Paging query processing of big data records

Processing of secondary search

Other relevant notes

ElasticSearch usage - query

Official query documents: Query ES Query is mainly used to generate Query statements. Basically, match matching is only used in daily use. If multiple fields are added at most, multi_match, and then the should queried through bool Or must. Java backend recommended Jest To operate ES.

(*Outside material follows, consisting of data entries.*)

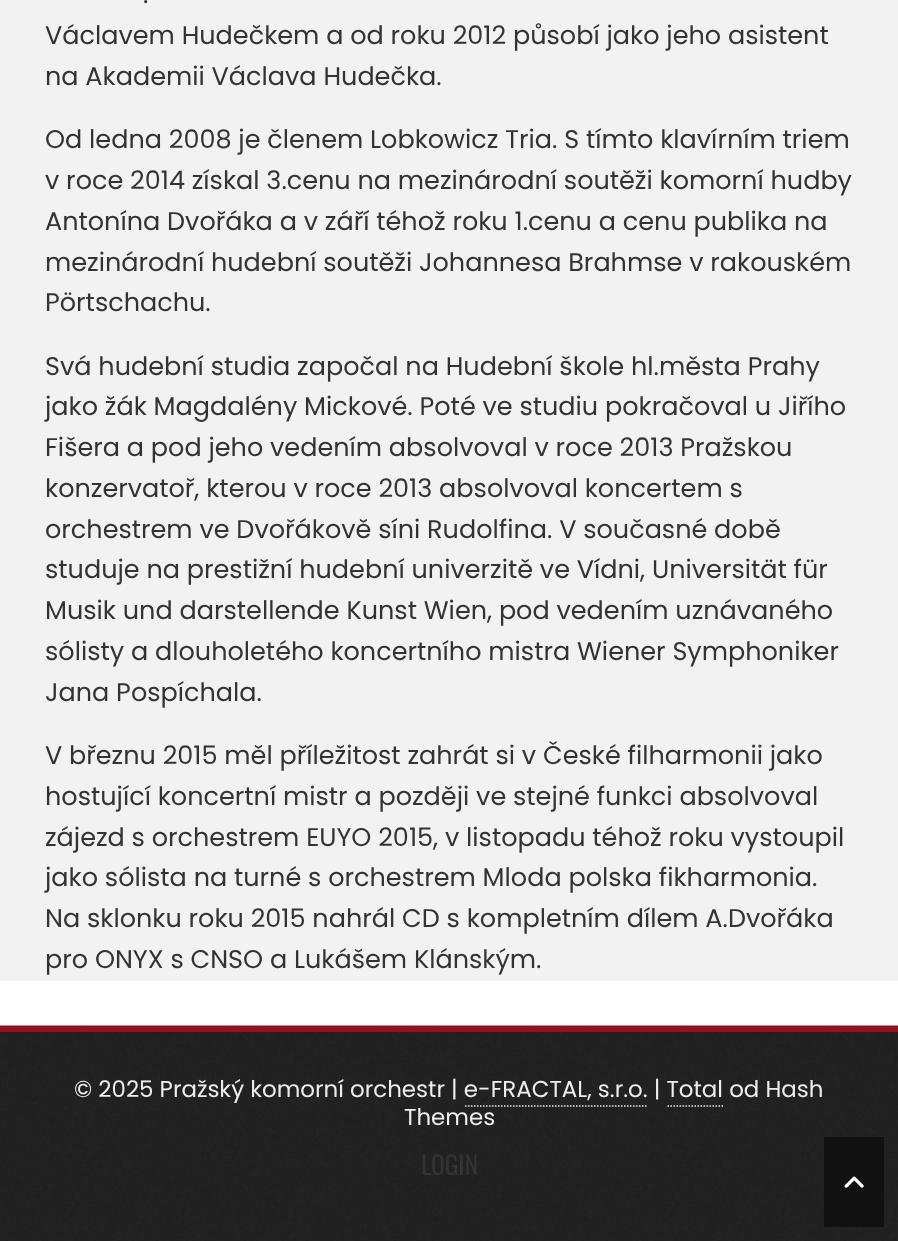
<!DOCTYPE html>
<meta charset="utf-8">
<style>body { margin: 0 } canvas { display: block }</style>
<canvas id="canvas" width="898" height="1241"></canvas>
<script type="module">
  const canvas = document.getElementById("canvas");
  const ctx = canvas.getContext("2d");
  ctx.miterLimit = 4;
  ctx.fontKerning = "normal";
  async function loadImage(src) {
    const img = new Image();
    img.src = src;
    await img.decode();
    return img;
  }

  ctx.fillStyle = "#ffffff";
  ctx.fillRect(0, 0, 898, 1241);
  ctx.fillStyle = "#f2f2f2";
  ctx.fillRect(0, 0, 898, 981);
  ctx.font = "25.5px Poppins";
  ctx.fillStyle = "#333333";
  ctx.fillText(".", 143, 3);
  ctx.fillText("Václavem Hudečkem a od roku 2012 působí jako jeho asistent", 45, 44);
  ctx.fillText("na Akademii Václava Hudečka.", 45, 85);
  ctx.fillText("Od ledna 2008 je členem Lobkowicz Tria. S tímto klavírním triem", 45, 148);
  ctx.fillText("v roce 2014 získal 3.cenu na mezinárodní soutěži komorní hudby", 45, 189);
  ctx.fillText("Antonína Dvořáka a v září téhož roku 1.cenu a cenu publika na", 45, 230);
  ctx.fillText("mezinárodní hudební soutěži Johannesa Brahmse v rakouském", 45, 271);
  ctx.fillText("Pörtschachu.", 45, 311);
  ctx.fillText("Svá hudební studia započal na Hudební škole hl.města Prahy", 45, 375);
  ctx.fillText("jako žák Magdalény Mickové. Poté ve studiu pokračoval u Jiřího", 45, 415);
  ctx.fillText("Fišera a pod jeho vedením absolvoval v roce 2013 Pražskou", 45, 456);
  ctx.fillText("konzervatoř, kterou v roce 2013 absolvoval koncertem s", 45, 497);
  ctx.fillText("orchestrem ve Dvořákově síni Rudolfina. V současné době", 45, 538);
  ctx.fillText("studuje na prestižní hudební univerzitě ve Vídni, Universität für", 45, 578);
  ctx.fillText("Musik und darstellende Kunst Wien, pod vedením uznávaného", 45, 619);
  ctx.fillText("sólisty a dlouholetého koncertního mistra Wiener Symphoniker", 45, 660);
  ctx.fillText("Jana Pospíchala.", 45, 701);
  ctx.fillText("V březnu 2015 měl příležitost zahrát si v České filharmonii jako", 45, 764);
  ctx.fillText("hostující koncertní mistr a později ve stejné funkci absolvoval", 45, 805);
  ctx.fillText("zájezd s orchestrem EUYO 2015, v listopadu téhož roku vystoupil", 45, 846);
  ctx.fillText("jako sólista na turné s orchestrem Mloda polska fikharmonia.", 45, 886);
  ctx.fillText("Na sklonku roku 2015 nahrál CD s kompletním dílem A.Dvořáka", 45, 927);
  ctx.fillText("pro ONYX s CNSO a Lukášem Klánským.", 45, 968);
  ctx.drawImage(await loadImage("img1.png"), 0, 1025, 898, 216);
  ctx.fillStyle = "#9c0e1f";
  ctx.fillRect(0, 1026, 898, 6);
  ctx.font = "22.95px Poppins";
  ctx.fillStyle = "#eeeeee";
  ctx.fillText("© 2025 Pražský komorní orchestr | e-FRACTAL, s.r.o. | Total od Hash", 74, 1097);
  ctx.beginPath();
  ctx.moveTo(465, 1106);
  ctx.lineTo(648, 1106);
  ctx.strokeStyle = "#eeeeee";
  ctx.lineWidth = 1.5;
  ctx.setLineDash([1.5, 1.5]);
  ctx.stroke();
  ctx.beginPath();
  ctx.moveTo(667.5, 1106);
  ctx.lineTo(723, 1106);
  ctx.stroke();
  ctx.fillText("Themes", 404, 1125);
  ctx.font = "25.5px Oswald";
  ctx.fillStyle = "#333333";
  ctx.fillText("LOGIN", 421, 1175);
  ctx.fillStyle = "#111111";
  ctx.fillRect(824, 1137, 60, 90);
  ctx.drawImage(await loadImage("img2.png"), 844, 1176, 20, 12);
</script>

Spring Boot integrated with Jest

Add the following configuration in the application.properties file

es.server.url=http://xxxx:9200
es.user=xxx
es.password=xxx

Add a configuration Bean to load ES configuration, and initialize the custom ES Clietn class. The EsClient class is the self encapsulated Jest ES operation tool class, and the relevant codes will be listed when used.

/**
 * ElasticSearch configuration file
 */
@Configuration
public class EsConfig {
    /**
     * ES Server URL
     */
    private String esServerUrl;
    
    /**
     * ES user
     */
    private String esUser;
    /**
     * ES User password
     */
    private String esPassword;
    
    /**
     * URL
     * @param esServerUrl
     */
    @Value(value="${es.server.url}")
    public void setEsServerUrl(String esServerUrl) {
        this.esServerUrl = esServerUrl;
    }
    
    /**
     * ES user
     * @param esUser
     */
    @Value(value="${es.user}")
    public void setEsUser(String esUser) {
        this.esUser = esUser;
    }
    
    /**
     * ES User password
     * @param esPassword
     */
    @Value(value="${es.password}")
    public void setEsPassword(String esPassword) {
        this.esPassword = esPassword;
    }
    
    /**
     * Get the early search client
     * @return
     */
    @Bean
    public EsClient getEsClient() {
        return EsClient.getInstance(esServerUrl, esUser, esPassword);
    }

}

Specify @ Autowired injection when using.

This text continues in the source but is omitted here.